▶ [TASK TO COMPLETE]
Return each line of the records below in which the string "Kentucky" turns up.

Top of ENTRIES PROVIDED

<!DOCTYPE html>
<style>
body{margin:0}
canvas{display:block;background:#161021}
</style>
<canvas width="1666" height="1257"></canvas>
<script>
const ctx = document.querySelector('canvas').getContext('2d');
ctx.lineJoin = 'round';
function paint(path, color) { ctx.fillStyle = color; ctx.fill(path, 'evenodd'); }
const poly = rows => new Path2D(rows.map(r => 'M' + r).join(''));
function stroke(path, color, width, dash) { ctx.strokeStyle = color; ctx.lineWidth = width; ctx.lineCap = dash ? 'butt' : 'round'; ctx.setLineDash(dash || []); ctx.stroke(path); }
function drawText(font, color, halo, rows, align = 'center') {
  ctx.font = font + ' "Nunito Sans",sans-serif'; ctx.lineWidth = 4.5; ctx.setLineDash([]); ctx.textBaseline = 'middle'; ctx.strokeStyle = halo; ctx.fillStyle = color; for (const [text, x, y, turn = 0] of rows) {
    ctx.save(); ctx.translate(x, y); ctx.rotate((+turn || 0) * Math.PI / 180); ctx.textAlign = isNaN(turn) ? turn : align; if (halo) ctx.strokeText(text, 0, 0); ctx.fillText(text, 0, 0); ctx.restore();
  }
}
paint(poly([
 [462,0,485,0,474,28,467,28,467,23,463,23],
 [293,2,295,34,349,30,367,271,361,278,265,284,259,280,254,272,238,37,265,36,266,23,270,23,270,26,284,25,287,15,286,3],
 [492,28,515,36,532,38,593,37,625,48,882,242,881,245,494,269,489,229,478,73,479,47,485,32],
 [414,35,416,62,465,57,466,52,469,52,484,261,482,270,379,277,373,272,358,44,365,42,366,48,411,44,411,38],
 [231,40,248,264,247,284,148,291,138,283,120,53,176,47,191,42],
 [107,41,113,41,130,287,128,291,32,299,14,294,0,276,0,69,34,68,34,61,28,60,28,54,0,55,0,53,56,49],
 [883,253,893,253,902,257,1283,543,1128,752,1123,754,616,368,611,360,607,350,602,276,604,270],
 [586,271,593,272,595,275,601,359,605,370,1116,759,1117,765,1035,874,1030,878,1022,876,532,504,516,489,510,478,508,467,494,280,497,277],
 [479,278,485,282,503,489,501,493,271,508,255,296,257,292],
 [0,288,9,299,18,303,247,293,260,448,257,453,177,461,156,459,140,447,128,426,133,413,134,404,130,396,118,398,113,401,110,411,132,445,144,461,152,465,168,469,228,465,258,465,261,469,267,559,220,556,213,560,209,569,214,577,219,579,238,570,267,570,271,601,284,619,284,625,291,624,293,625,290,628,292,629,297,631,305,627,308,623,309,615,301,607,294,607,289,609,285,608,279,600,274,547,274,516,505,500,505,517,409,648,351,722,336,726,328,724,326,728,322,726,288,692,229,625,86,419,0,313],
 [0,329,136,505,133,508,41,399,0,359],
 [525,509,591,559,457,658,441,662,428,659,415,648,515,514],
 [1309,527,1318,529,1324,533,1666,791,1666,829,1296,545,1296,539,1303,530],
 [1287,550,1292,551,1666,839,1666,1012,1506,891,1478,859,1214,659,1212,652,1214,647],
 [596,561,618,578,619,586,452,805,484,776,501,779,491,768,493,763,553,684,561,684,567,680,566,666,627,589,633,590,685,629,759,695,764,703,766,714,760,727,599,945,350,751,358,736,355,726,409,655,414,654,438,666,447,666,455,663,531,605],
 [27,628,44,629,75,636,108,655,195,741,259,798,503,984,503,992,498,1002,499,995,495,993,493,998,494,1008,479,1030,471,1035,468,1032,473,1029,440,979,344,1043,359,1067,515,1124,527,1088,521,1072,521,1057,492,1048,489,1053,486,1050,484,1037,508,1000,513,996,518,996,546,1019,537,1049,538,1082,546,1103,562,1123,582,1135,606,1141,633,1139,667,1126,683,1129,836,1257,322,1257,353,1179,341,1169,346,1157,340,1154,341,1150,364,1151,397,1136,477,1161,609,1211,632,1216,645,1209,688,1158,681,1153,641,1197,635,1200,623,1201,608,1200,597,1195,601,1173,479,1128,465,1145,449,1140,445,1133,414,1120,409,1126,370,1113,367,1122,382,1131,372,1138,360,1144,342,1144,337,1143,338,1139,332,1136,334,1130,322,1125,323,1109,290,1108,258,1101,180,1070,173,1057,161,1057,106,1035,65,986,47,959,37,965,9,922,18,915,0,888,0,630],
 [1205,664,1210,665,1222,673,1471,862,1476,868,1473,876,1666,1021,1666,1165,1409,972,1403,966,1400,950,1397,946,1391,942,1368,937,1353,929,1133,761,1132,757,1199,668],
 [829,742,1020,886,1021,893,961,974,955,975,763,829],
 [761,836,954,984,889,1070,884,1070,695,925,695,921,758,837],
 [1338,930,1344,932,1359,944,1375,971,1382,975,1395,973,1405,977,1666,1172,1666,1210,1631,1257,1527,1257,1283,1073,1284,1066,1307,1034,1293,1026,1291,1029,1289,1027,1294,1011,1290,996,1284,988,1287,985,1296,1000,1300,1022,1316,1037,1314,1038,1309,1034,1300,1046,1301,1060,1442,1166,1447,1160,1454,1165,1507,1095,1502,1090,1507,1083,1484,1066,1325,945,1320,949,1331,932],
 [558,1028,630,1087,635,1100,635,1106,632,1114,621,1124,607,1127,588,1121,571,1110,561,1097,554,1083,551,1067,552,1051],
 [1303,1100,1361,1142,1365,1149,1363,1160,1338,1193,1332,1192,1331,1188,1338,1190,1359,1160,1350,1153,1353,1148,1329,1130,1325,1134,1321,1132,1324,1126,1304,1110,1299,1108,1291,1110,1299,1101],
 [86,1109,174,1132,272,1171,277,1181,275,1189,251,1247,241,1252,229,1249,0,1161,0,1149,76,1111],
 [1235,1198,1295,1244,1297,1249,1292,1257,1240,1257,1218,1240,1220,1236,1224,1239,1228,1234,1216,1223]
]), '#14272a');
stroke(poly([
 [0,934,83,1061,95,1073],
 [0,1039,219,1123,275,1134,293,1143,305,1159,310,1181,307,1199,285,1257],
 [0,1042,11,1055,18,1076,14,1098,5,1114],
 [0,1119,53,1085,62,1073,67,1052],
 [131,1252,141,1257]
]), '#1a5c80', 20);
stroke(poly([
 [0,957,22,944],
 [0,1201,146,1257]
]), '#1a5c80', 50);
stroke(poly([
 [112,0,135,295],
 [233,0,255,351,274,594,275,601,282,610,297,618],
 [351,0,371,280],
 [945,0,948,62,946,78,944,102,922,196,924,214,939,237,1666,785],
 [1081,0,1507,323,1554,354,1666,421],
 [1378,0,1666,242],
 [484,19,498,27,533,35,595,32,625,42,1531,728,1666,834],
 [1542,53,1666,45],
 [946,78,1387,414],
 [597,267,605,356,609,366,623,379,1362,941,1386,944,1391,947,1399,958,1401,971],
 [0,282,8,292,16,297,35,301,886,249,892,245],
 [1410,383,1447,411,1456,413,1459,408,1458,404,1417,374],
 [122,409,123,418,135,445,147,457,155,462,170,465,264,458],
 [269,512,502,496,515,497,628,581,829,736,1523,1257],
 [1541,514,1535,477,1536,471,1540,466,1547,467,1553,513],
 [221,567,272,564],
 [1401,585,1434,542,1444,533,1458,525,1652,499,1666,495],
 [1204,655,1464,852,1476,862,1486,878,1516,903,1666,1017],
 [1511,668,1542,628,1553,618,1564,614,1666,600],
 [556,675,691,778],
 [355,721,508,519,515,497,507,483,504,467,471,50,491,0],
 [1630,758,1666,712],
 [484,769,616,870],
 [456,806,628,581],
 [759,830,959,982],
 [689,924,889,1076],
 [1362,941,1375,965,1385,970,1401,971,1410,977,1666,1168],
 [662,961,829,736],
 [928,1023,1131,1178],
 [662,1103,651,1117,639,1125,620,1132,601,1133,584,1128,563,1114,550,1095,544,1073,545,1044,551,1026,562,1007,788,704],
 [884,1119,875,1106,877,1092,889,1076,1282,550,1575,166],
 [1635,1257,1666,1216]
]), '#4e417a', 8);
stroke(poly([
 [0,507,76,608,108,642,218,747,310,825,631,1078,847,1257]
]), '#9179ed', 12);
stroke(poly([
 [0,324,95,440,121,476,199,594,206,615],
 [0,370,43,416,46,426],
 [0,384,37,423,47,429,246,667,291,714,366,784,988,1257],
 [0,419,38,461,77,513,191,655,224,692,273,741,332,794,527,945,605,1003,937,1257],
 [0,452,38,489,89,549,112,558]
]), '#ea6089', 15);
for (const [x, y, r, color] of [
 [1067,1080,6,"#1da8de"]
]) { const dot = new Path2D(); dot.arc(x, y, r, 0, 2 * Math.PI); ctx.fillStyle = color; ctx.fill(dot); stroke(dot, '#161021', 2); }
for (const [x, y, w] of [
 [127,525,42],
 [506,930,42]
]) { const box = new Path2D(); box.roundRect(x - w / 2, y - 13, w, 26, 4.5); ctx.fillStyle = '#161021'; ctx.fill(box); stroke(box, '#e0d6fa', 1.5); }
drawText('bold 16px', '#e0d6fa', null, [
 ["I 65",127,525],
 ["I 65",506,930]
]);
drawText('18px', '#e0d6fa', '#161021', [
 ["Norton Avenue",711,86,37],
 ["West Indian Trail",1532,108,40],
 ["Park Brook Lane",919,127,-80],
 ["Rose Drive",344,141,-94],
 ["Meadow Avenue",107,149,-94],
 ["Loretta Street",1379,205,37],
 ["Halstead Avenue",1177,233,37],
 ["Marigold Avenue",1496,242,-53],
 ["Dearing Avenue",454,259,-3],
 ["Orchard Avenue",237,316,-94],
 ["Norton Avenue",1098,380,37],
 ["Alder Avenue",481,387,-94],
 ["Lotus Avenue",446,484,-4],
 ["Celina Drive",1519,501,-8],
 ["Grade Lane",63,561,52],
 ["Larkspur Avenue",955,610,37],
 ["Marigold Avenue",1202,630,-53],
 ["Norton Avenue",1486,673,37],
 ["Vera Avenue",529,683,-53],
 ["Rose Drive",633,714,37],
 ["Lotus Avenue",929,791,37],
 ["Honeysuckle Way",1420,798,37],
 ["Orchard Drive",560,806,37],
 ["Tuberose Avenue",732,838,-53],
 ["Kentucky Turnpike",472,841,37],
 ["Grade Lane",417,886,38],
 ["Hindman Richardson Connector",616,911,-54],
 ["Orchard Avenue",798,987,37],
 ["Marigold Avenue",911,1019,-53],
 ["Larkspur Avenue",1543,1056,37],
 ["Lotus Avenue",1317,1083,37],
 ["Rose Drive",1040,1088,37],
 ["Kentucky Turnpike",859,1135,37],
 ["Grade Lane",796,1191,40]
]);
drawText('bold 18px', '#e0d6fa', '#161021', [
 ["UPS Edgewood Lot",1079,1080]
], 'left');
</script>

Bottom of ENTRIES PROVIDED

▶ [EXERCISE RESULT]
 ["Kentucky Turnpike",472,841,37],
 ["Kentucky Turnpike",859,1135,37],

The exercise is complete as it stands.